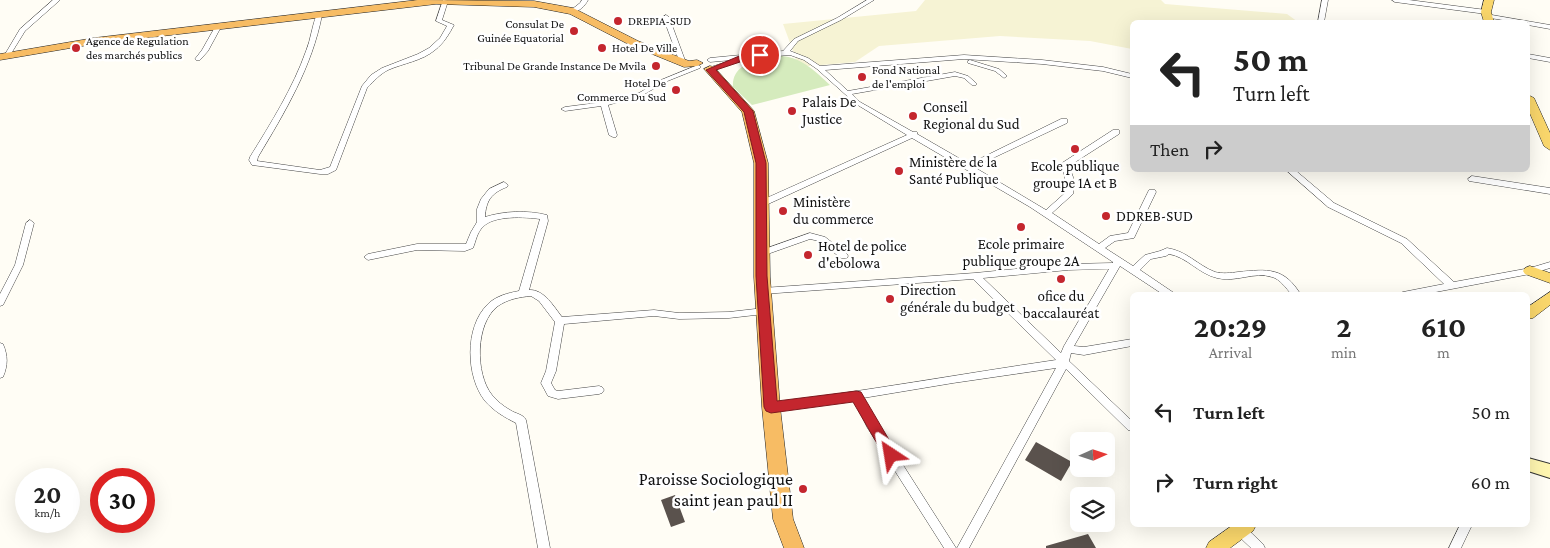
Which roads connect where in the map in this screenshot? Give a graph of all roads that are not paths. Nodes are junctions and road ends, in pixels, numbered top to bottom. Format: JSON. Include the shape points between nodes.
{"nodes":[{"id":1,"x":57,"y":0,"type":"edge"},
{"id":2,"x":585,"y":0,"type":"edge"},
{"id":3,"x":871,"y":0,"type":"edge"},
{"id":4,"x":1325,"y":0,"type":"edge"},
{"id":5,"x":1395,"y":0,"type":"edge"},
{"id":6,"x":1489,"y":0,"type":"edge"},
{"id":7,"x":439,"y":1,"type":"edge"},
{"id":8,"x":534,"y":2,"type":"edge"},
{"id":9,"x":573,"y":11,"type":"junction"},
{"id":10,"x":319,"y":15,"type":"junction"},
{"id":11,"x":666,"y":17,"type":"dead end"},
{"id":12,"x":1487,"y":17,"type":"edge"},
{"id":13,"x":1321,"y":20,"type":"edge"},
{"id":14,"x":1506,"y":20,"type":"edge"},
{"id":15,"x":1530,"y":24,"type":"edge"},
{"id":16,"x":218,"y":27,"type":"junction"},
{"id":17,"x":1550,"y":27,"type":"edge"},
{"id":18,"x":785,"y":53,"type":"junction"},
{"id":19,"x":3,"y":56,"type":"edge"},
{"id":20,"x":1530,"y":56,"type":"edge"},
{"id":21,"x":948,"y":58,"type":"junction"},
{"id":22,"x":198,"y":59,"type":"dead end"},
{"id":23,"x":1550,"y":60,"type":"edge"},
{"id":24,"x":683,"y":63,"type":"junction"},
{"id":25,"x":706,"y":66,"type":"junction"},
{"id":26,"x":819,"y":68,"type":"junction"},
{"id":27,"x":1004,"y":76,"type":"dead end"},
{"id":28,"x":1130,"y":76,"type":"edge"},
{"id":29,"x":974,"y":84,"type":"dead end"},
{"id":30,"x":847,"y":93,"type":"junction"},
{"id":31,"x":604,"y":104,"type":"junction"},
{"id":32,"x":1530,"y":104,"type":"edge"},
{"id":33,"x":565,"y":109,"type":"dead end"},
{"id":34,"x":1064,"y":121,"type":"dead end"},
{"id":35,"x":1116,"y":132,"type":"dead end"},
{"id":36,"x":914,"y":134,"type":"junction"},
{"id":37,"x":613,"y":135,"type":"dead end"},
{"id":38,"x":1550,"y":146,"type":"edge"},
{"id":39,"x":969,"y":167,"type":"junction"},
{"id":40,"x":1292,"y":172,"type":"edge"},
{"id":41,"x":1472,"y":179,"type":"dead end"},
{"id":42,"x":504,"y":185,"type":"dead end"},
{"id":43,"x":1550,"y":191,"type":"edge"},
{"id":44,"x":1152,"y":192,"type":"dead end"},
{"id":45,"x":763,"y":203,"type":"junction"},
{"id":46,"x":1046,"y":214,"type":"junction"},
{"id":47,"x":30,"y":223,"type":"dead end"},
{"id":48,"x":481,"y":223,"type":"junction"},
{"id":49,"x":1099,"y":248,"type":"junction"},
{"id":50,"x":762,"y":253,"type":"junction"},
{"id":51,"x":368,"y":256,"type":"dead end"},
{"id":52,"x":844,"y":256,"type":"dead end"},
{"id":53,"x":1116,"y":263,"type":"junction"},
{"id":54,"x":1550,"y":265,"type":"edge"},
{"id":55,"x":1134,"y":271,"type":"junction"},
{"id":56,"x":1530,"y":271,"type":"junction"},
{"id":57,"x":975,"y":276,"type":"junction"},
{"id":58,"x":1550,"y":278,"type":"edge"},
{"id":59,"x":1452,"y":286,"type":"junction"},
{"id":60,"x":762,"y":291,"type":"junction"},
{"id":61,"x":1166,"y":292,"type":"edge"},
{"id":62,"x":1294,"y":292,"type":"edge"},
{"id":63,"x":1419,"y":292,"type":"edge"},
{"id":64,"x":523,"y":294,"type":"junction"},
{"id":65,"x":1550,"y":297,"type":"edge"},
{"id":66,"x":0,"y":303,"type":"edge"},
{"id":67,"x":764,"y":311,"type":"junction"},
{"id":68,"x":1530,"y":312,"type":"edge"},
{"id":69,"x":560,"y":320,"type":"junction"},
{"id":70,"x":1130,"y":343,"type":"edge"},
{"id":71,"x":0,"y":348,"type":"edge"},
{"id":72,"x":1067,"y":349,"type":"junction"},
{"id":73,"x":1064,"y":363,"type":"junction"},
{"id":74,"x":0,"y":374,"type":"edge"},
{"id":75,"x":599,"y":390,"type":"dead end"},
{"id":76,"x":856,"y":396,"type":"junction"},
{"id":77,"x":771,"y":407,"type":"junction"},
{"id":78,"x":1130,"y":425,"type":"edge"},
{"id":79,"x":1530,"y":466,"type":"edge"},
{"id":80,"x":1550,"y":472,"type":"edge"},
{"id":81,"x":1241,"y":527,"type":"edge"},
{"id":82,"x":1465,"y":527,"type":"edge"},
{"id":83,"x":544,"y":548,"type":"edge"},
{"id":84,"x":794,"y":548,"type":"edge"},
{"id":85,"x":950,"y":548,"type":"edge"},
{"id":86,"x":963,"y":548,"type":"edge"},
{"id":87,"x":1215,"y":548,"type":"edge"},
{"id":88,"x":1259,"y":548,"type":"edge"},
{"id":89,"x":1455,"y":548,"type":"edge"}],
"edges":[{"from":1,"to":19,"type":"street","via":[[22,30]]},
{"from":2,"to":9,"type":"street"},
{"from":3,"to":18,"type":"street","via":[[840,20],[796,40]]},
{"from":4,"to":13,"type":"street"},
{"from":5,"to":12,"type":"street"},
{"from":6,"to":12,"type":"main road"},
{"from":7,"to":8,"type":"highway"},
{"from":7,"to":10,"type":"highway"},
{"from":7,"to":10,"type":"street","via":[[439,21],[451,25],[445,38],[426,54],[384,70],[370,79],[364,86],[333,168],[320,172],[255,163],[254,157],[310,52]]},
{"from":8,"to":9,"type":"highway"},
{"from":9,"to":24,"type":"highway","via":[[634,43]]},
{"from":10,"to":16,"type":"highway"},
{"from":11,"to":24,"type":"street"},
{"from":12,"to":14,"type":"street"},
{"from":15,"to":17,"type":"street"},
{"from":16,"to":19,"type":"highway","via":[[58,46]]},
{"from":16,"to":22,"type":"street","via":[[206,51]]},
{"from":18,"to":25,"type":"street","via":[[747,56]]},
{"from":18,"to":26,"type":"street","via":[[800,56]]},
{"from":20,"to":23,"type":"street"},
{"from":21,"to":26,"type":"street"},
{"from":21,"to":27,"type":"street","via":[[997,70]]},
{"from":21,"to":28,"type":"street","via":[[1042,62]]},
{"from":24,"to":25,"type":"highway"},
{"from":25,"to":31,"type":"street","via":[[663,80],[641,94]]},
{"from":25,"to":45,"type":"highway","via":[[748,111],[761,163]]},
{"from":26,"to":30,"type":"street"},
{"from":29,"to":30,"type":"street","via":[[955,74]]},
{"from":30,"to":36,"type":"street","via":[[858,103]]},
{"from":31,"to":33,"type":"street"},
{"from":31,"to":37,"type":"street"},
{"from":32,"to":38,"type":"main road"},
{"from":34,"to":39,"type":"street"},
{"from":35,"to":46,"type":"street","via":[[1065,165],[1069,194]]},
{"from":36,"to":39,"type":"street"},
{"from":36,"to":45,"type":"street"},
{"from":39,"to":46,"type":"street"},
{"from":40,"to":59,"type":"street","via":[[1332,205],[1404,241]]},
{"from":41,"to":43,"type":"street"},
{"from":42,"to":48,"type":"street","via":[[493,188],[486,196],[480,210]]},
{"from":44,"to":49,"type":"street","via":[[1131,236],[1113,238]]},
{"from":45,"to":50,"type":"highway"},
{"from":46,"to":49,"type":"street"},
{"from":47,"to":66,"type":"street","via":[[19,265]]},
{"from":48,"to":51,"type":"street","via":[[470,246],[465,248],[417,247]]},
{"from":48,"to":64,"type":"street","via":[[509,216],[544,217]]},
{"from":49,"to":53,"type":"street"},
{"from":50,"to":52,"type":"street","via":[[810,236],[822,239]]},
{"from":50,"to":60,"type":"highway"},
{"from":53,"to":55,"type":"street"},
{"from":53,"to":57,"type":"street"},
{"from":53,"to":72,"type":"street"},
{"from":54,"to":56,"type":"street"},
{"from":55,"to":61,"type":"street"},
{"from":55,"to":62,"type":"street","via":[[1148,257],[1172,251],[1219,276],[1271,273],[1285,281]]},
{"from":56,"to":58,"type":"main road"},
{"from":56,"to":59,"type":"street"},
{"from":57,"to":60,"type":"street"},
{"from":57,"to":73,"type":"street"},
{"from":59,"to":63,"type":"street"},
{"from":60,"to":67,"type":"highway"},
{"from":64,"to":69,"type":"street","via":[[533,293],[542,299]]},
{"from":64,"to":83,"type":"street","via":[[503,298],[483,317],[474,349],[475,366],[478,382],[492,404],[521,420]]},
{"from":65,"to":68,"type":"main road"},
{"from":67,"to":69,"type":"street","via":[[679,316],[654,313]]},
{"from":67,"to":77,"type":"highway"},
{"from":69,"to":75,"type":"street","via":[[546,383],[558,396]]},
{"from":70,"to":72,"type":"street","via":[[1084,351]]},
{"from":71,"to":74,"type":"street","via":[[3,359]]},
{"from":72,"to":73,"type":"street"},
{"from":73,"to":76,"type":"street"},
{"from":73,"to":78,"type":"street"},
{"from":73,"to":86,"type":"street"},
{"from":76,"to":77,"type":"street"},
{"from":76,"to":85,"type":"street"},
{"from":77,"to":84,"type":"highway","via":[[783,519]]},
{"from":79,"to":80,"type":"main road"},
{"from":81,"to":87,"type":"main road"},
{"from":81,"to":88,"type":"street"},
{"from":82,"to":89,"type":"street"}]}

**********

**Task item**
A line counts if it holds the word "main". Work out how many lines in the listing count, and give only that number.

**Task solution**
6